UPD: fixed it here https://github.com/ydb-platform/nbs/pull/729
found another problem: CompactionThreshold is set in terms of blob count, max blob size is set in bytes (and the default is reasonable - 4MiB) which leads to nonstop recompactions for filesystems with large block sizes
e.g. BlockSize=128KiB, MaxBlobSize=4MiB, CompactionThreshold=20 if we have a "full" compaction range (having 64 blocks x 16 nodes == 1024 blocks) there will be 128MiB of data in it => 32 blobs which is greater than 20 which leads us to endless compactions
a possible solution is adjusting this threshold based on the BlockSize / DefaultBlockSize ratio (DefaultBlockSize == 4KiB => we will have min 1 blob per range if there is some data in this range - it's our baseline)
UPD: fixed
we also need some metrics showing the number of compactions per second split by the reasons - launches per second due to high blob count per range / due to high overall blob count / due to high garbage percentage
and outputting current garbage percentage and average blob count per range to the tablet monpage would also be nice
From the description of this issue:
- Implement lazy compaction map loading
Done
- Implement garbage-based compaction
Done
- Use blob patching in compaction
Postponed
- Think about some ways to optimize Cleanup and FlushBytes and the FreshBytes layer
TODO
- Global triggers for Compaction and Cleanup - triggers for total deletion marker count per fs, total blob count per fs, etc.
Done
- Add metrics for background ops, display more background ops info on the tablet monpage
Done
Also some bugs were found during the work on this issue. Some of them were fixed.
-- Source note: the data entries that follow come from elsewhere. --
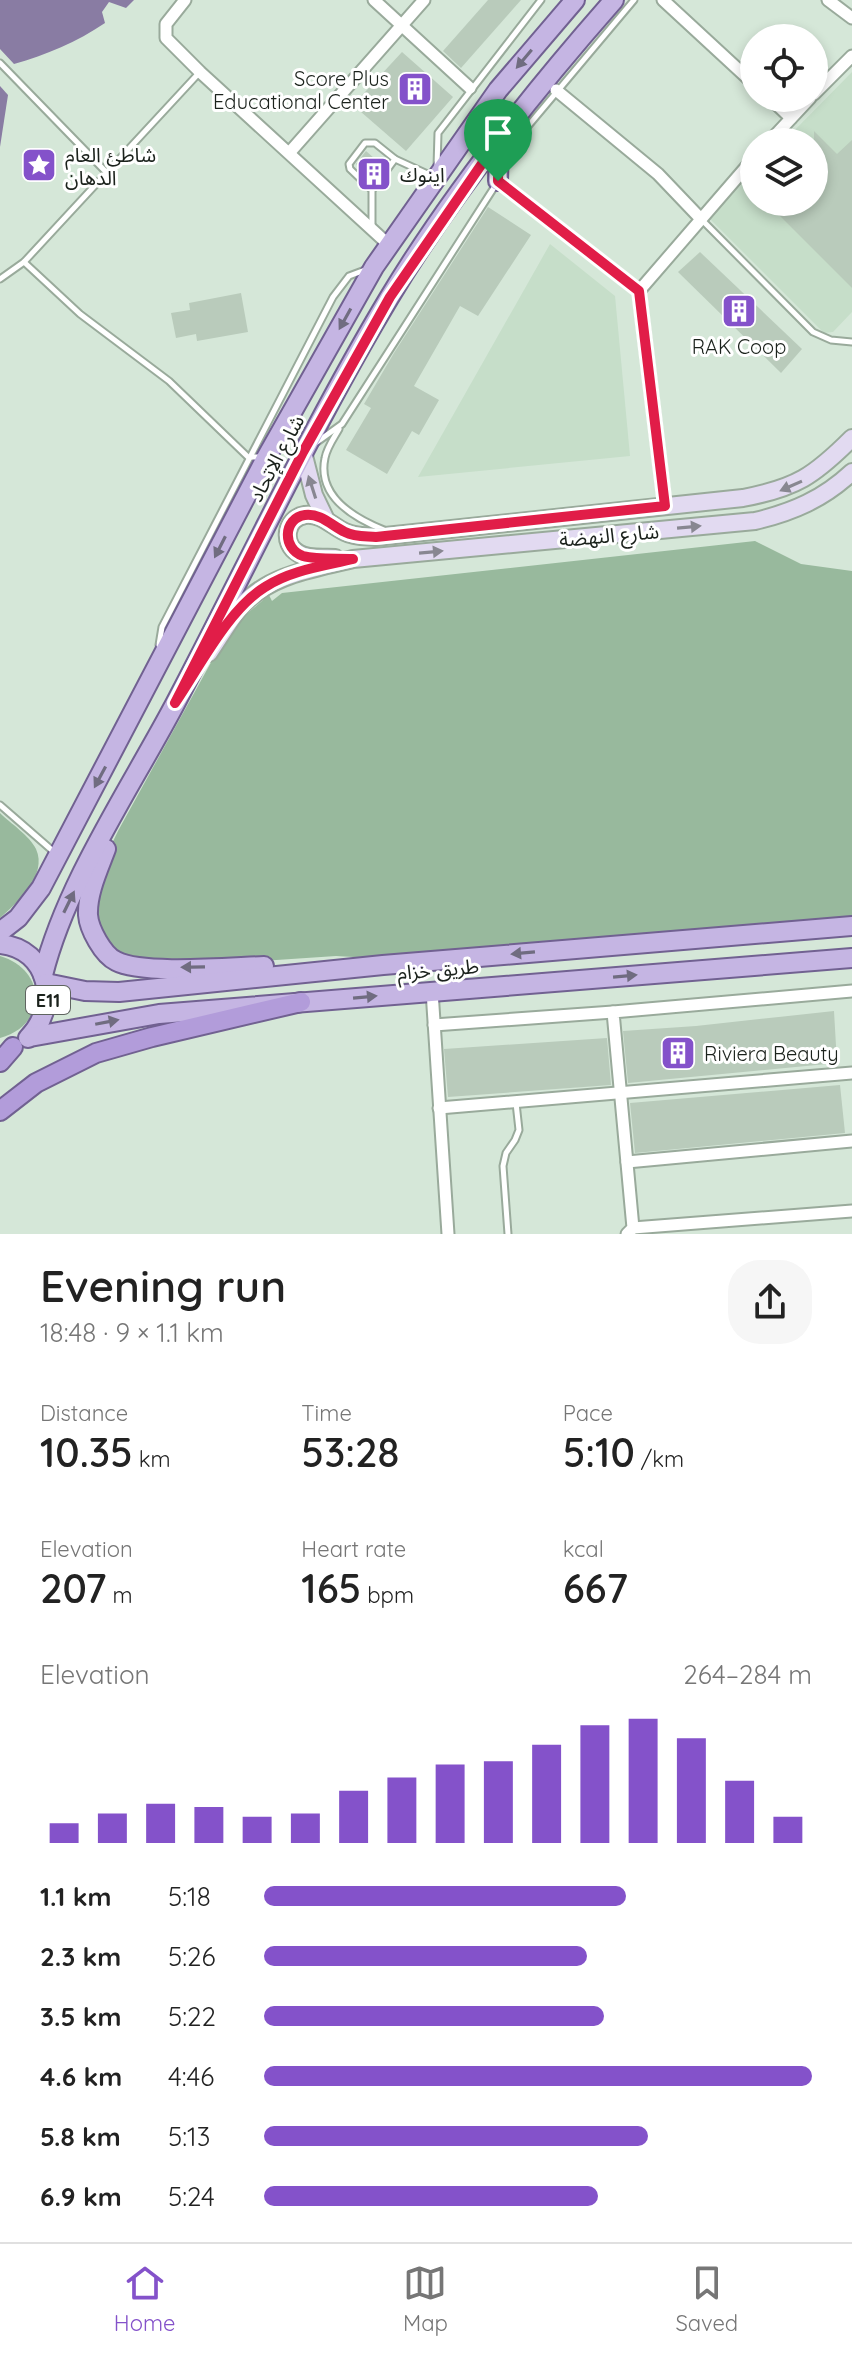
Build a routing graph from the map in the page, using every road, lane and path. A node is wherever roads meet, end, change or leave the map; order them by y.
1 (185, 0) edge
2 (374, 0) edge
3 (424, 0) edge
4 (541, 0) edge
5 (575, 0) edge
6 (614, 0) edge
7 (634, 0) edge
8 (663, 0) edge
9 (828, 0) edge
10 (852, 18) edge
11 (402, 26) junction
12 (852, 56) edge
13 (0, 63) edge
14 (740, 71) edge
15 (200, 72) junction
16 (828, 80) edge
17 (470, 88) junction
18 (556, 90) junction
19 (785, 112) edge
20 (797, 112) edge
21 (791, 118) junction
22 (782, 128) edge
23 (499, 139) junction
24 (290, 152) junction
25 (395, 159) junction
26 (107, 173) junction
27 (740, 174) edge
28 (436, 176) junction
29 (498, 181) junction
30 (372, 190) junction
31 (700, 218) junction
32 (372, 229) junction
33 (389, 245) junction
34 (24, 262) junction
35 (0, 279) edge
36 (639, 291) junction
37 (852, 342) edge
38 (342, 424) junction
39 (852, 438) edge
40 (303, 452) junction
41 (257, 458) junction
42 (852, 472) edge
43 (665, 506) junction
44 (326, 520) junction
45 (396, 534) junction
46 (353, 559) junction
47 (175, 703) junction
48 (0, 805) edge
49 (119, 807) junction
50 (58, 855) junction
51 (852, 926) edge
52 (0, 932) edge
53 (787, 932) junction
54 (0, 944) edge
55 (852, 958) edge
56 (383, 965) junction
57 (731, 967) junction
58 (45, 979) junction
59 (432, 991) junction
60 (852, 991) edge
61 (301, 1002) junction
62 (613, 1012) junction
63 (434, 1025) junction
64 (30, 1037) junction
65 (6, 1049) edge
66 (0, 1062) edge
67 (852, 1073) edge
68 (620, 1093) junction
69 (516, 1101) junction
70 (439, 1108) junction
71 (0, 1111) edge
72 (852, 1141) edge
73 (627, 1162) junction
74 (852, 1211) edge
75 (630, 1231) edge
76 (448, 1234) edge
77 (508, 1234) edge

1 - 15 street
2 - 11 street
3 - 11 street
4 - 17 lane
5 -> 28 main road, شارع الإتحاد
6 - 23 main road, شارع الإتحاد / E11
7 - 18 lane
8 - 14 street
9 - 10 street
11 - 17 street
11 - 24 street
12 - 16 street
13 - 26 lane
15 - 24 street
15 - 26 lane
17 - 28 lane
18 - 29 lane
18 - 31 street
19 - 21 street
20 - 21 street
21 - 22 street
23 - 29 main road
23 - 40 main road, شارع الإتحاد / E11
24 - 32 street
25 - 28 lane
25 - 30 lane
25 - 30 lane
26 - 34 lane
27 - 31 street
28 - 33 main road, شارع الإتحاد
29 - 36 street
29 - 38 lane
30 - 32 lane
31 - 36 street
31 - 37 lane
32 - 33 street
33 -> 41 main road, شارع الإتحاد
34 - 35 lane
34 - 41 lane
36 - 43 street
38 - 40 lane
38 - 45 lane
39 -> 43 main road, شارع النهضة
44 -> 40 main road
40 - 47 main road, شارع الإتحاد / E11
41 -> 50 main road, شارع الإتحاد
46 -> 42 main road, شارع النهضة
43 - 45 main road, شارع النهضة
44 - 45 main road, شارع النهضة
44 - 46 main road
46 - 47 main road
47 - 49 main road, شارع الإتحاد / E11
48 - 50 lane
56 -> 49 main road
58 -> 49 main road, شارع الإتحاد / E11
50 - 52 main road, شارع الإتحاد
51 - 53 main road, طريق خزام
53 -> 56 main road, طريق خزام
53 - 57 main road
54 - 58 main road, E11
55 - 57 main road, طريق خزام
56 - 58 main road, طريق خزام
59 -> 57 main road, طريق خزام
58 - 64 main road, E11
61 -> 59 main road, طريق خزام
59 - 63 street
60 - 62 street
64 -> 61 main road, طريق خزام
61 - 71 highway
62 - 63 street
62 - 68 street
63 - 70 street
64 - 65 main road, E11
65 - 66 highway, E11
67 - 68 street
68 - 69 street
68 - 73 street
69 - 70 street
69 - 77 lane
70 - 76 street
72 - 73 street
73 - 75 street
74 - 75 street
Current TODO list for this issue:
Current TODO list for this issue:
- Missing deletion marker cleanup in FlushBytes (bug)
DONE
- Cleanup/FlushBytes/FreshBytes layer optimization - it's actually a candidate for a separate issue
will increase Compaction/Cleanup throughput here: https://github.com/ydb-platform/nbs/issues/1129, will work on the fresh bytes layer sometime later
- Optimize CompactionMap load times